==== Study material ====

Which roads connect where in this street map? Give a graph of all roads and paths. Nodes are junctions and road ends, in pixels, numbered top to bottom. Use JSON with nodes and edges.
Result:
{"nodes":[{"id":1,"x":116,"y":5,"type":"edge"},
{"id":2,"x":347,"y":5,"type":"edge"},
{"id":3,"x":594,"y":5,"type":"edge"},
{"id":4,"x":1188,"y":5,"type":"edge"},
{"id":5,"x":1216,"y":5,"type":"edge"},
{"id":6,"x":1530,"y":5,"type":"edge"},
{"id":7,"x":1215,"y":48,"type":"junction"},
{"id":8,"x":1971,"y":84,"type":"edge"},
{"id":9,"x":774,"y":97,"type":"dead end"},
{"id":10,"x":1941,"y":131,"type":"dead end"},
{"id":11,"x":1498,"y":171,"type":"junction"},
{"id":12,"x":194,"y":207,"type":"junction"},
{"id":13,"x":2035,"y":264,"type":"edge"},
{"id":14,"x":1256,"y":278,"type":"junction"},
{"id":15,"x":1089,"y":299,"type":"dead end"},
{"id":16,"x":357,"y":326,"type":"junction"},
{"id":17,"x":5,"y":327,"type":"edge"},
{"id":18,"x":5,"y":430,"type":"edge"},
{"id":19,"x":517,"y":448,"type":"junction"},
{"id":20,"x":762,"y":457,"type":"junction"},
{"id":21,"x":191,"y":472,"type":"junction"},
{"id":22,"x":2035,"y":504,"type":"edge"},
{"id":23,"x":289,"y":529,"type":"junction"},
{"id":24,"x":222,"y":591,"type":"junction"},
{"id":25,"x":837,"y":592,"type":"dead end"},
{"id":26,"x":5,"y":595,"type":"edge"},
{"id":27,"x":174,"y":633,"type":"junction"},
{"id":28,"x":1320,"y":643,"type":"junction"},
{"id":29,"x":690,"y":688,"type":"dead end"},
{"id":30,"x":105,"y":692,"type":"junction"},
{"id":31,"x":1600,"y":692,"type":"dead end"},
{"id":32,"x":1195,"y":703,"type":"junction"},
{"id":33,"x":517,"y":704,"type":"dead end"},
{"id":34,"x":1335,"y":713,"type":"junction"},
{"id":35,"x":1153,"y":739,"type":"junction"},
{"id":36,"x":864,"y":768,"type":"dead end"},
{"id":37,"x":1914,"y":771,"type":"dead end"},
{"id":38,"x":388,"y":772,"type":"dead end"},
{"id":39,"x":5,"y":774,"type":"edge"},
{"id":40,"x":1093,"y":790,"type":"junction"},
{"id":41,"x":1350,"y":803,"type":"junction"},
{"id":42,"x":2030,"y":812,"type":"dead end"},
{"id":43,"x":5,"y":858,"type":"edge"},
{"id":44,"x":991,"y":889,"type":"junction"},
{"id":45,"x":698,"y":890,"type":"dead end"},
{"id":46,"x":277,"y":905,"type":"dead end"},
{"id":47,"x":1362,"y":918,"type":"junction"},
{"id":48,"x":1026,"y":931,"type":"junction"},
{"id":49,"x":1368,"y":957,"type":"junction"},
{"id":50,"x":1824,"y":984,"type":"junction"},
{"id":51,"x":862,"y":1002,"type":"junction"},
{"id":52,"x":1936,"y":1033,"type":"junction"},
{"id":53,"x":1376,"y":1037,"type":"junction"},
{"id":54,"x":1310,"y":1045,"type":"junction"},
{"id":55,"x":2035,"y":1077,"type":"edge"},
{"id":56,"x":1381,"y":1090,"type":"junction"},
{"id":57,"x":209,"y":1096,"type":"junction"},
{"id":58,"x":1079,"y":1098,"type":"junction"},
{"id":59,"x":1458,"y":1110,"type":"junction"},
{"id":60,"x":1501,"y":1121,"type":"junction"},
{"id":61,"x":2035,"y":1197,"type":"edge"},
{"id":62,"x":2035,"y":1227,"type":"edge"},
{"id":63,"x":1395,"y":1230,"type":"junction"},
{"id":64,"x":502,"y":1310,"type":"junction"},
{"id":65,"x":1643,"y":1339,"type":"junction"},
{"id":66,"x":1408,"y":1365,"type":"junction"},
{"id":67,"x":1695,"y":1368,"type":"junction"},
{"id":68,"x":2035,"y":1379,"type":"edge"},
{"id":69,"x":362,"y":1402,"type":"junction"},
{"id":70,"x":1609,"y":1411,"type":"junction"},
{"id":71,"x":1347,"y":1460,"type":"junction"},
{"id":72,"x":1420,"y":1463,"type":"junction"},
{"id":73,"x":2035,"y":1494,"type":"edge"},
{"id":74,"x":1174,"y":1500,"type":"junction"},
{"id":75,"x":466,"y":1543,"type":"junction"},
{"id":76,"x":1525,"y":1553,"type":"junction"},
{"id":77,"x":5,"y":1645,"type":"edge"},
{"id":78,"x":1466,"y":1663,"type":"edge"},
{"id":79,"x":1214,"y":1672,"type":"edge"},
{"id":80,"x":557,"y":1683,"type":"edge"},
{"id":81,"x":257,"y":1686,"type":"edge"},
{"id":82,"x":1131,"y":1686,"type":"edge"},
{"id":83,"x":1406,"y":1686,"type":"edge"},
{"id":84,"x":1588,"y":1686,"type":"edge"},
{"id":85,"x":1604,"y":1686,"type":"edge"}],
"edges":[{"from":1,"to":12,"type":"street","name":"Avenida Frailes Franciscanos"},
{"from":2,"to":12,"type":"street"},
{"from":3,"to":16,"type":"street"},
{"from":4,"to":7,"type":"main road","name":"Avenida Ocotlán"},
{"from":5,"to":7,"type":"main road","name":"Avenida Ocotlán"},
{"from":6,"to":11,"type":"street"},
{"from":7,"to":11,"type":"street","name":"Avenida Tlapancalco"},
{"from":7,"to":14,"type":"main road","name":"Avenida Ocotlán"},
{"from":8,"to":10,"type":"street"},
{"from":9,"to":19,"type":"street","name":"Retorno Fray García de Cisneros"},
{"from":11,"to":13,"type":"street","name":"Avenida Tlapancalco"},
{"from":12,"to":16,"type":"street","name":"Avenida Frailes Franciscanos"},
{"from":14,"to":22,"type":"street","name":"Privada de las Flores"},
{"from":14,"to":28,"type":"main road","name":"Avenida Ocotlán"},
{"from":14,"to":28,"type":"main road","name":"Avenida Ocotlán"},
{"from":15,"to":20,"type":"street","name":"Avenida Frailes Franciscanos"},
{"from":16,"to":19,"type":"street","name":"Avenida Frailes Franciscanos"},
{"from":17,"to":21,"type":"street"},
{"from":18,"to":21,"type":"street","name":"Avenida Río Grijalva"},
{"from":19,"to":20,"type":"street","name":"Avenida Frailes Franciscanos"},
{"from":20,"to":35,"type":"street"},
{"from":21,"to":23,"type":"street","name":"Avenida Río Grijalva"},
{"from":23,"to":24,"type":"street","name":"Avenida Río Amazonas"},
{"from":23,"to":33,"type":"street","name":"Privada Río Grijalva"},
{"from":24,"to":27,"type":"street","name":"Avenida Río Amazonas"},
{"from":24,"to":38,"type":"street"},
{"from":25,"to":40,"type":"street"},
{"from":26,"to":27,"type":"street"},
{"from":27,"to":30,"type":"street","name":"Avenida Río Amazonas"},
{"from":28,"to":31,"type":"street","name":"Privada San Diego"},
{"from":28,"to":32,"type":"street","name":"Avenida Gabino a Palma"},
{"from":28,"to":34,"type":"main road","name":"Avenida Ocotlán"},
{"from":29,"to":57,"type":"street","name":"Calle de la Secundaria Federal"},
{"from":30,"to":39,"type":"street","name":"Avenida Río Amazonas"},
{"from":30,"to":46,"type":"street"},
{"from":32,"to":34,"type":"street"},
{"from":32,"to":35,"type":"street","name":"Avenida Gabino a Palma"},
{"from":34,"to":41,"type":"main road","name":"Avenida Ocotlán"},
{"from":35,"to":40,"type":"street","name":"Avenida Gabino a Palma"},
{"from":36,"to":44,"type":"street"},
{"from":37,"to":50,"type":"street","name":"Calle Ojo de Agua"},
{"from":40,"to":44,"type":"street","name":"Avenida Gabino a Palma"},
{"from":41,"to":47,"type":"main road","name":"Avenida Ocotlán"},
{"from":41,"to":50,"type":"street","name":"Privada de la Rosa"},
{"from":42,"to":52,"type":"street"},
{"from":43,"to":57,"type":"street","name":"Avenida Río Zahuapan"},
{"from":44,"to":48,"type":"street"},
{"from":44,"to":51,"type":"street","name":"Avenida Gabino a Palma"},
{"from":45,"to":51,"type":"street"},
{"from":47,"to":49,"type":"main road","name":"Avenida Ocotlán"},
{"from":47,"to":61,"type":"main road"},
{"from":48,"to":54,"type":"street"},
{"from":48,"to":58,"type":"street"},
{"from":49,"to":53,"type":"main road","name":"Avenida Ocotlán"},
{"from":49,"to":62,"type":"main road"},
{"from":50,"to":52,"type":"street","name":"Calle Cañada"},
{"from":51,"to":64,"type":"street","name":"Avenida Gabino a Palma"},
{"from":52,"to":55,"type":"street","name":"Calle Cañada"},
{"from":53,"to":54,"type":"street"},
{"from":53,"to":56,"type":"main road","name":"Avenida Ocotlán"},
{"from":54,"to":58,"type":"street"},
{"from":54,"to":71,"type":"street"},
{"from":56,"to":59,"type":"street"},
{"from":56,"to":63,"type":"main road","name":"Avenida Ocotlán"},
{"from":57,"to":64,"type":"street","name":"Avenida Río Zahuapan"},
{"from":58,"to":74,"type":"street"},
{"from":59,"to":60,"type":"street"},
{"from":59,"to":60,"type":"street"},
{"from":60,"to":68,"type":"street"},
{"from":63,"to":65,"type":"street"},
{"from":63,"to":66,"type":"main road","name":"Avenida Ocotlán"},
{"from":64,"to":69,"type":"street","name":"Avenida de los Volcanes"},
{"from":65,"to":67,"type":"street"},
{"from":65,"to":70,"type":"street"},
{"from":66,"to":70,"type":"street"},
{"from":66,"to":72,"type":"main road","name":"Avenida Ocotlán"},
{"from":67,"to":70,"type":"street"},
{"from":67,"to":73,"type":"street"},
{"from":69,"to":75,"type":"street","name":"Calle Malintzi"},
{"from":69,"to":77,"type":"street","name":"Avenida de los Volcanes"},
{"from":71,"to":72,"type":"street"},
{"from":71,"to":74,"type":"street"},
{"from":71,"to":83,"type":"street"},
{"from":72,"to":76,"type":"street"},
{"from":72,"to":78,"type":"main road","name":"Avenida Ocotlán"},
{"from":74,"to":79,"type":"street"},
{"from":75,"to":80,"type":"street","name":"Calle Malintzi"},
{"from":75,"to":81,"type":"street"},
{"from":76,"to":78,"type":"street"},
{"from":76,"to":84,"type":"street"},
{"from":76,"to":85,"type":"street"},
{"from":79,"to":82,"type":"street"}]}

====

Your instructions :: Each line in the listing above that includes the word "Privada" needs to be copied out.

Result of this task ::
{"from":14,"to":22,"type":"street","name":"Privada de las Flores"},
{"from":23,"to":33,"type":"street","name":"Privada Río Grijalva"},
{"from":28,"to":31,"type":"street","name":"Privada San Diego"},
{"from":41,"to":50,"type":"street","name":"Privada de la Rosa"},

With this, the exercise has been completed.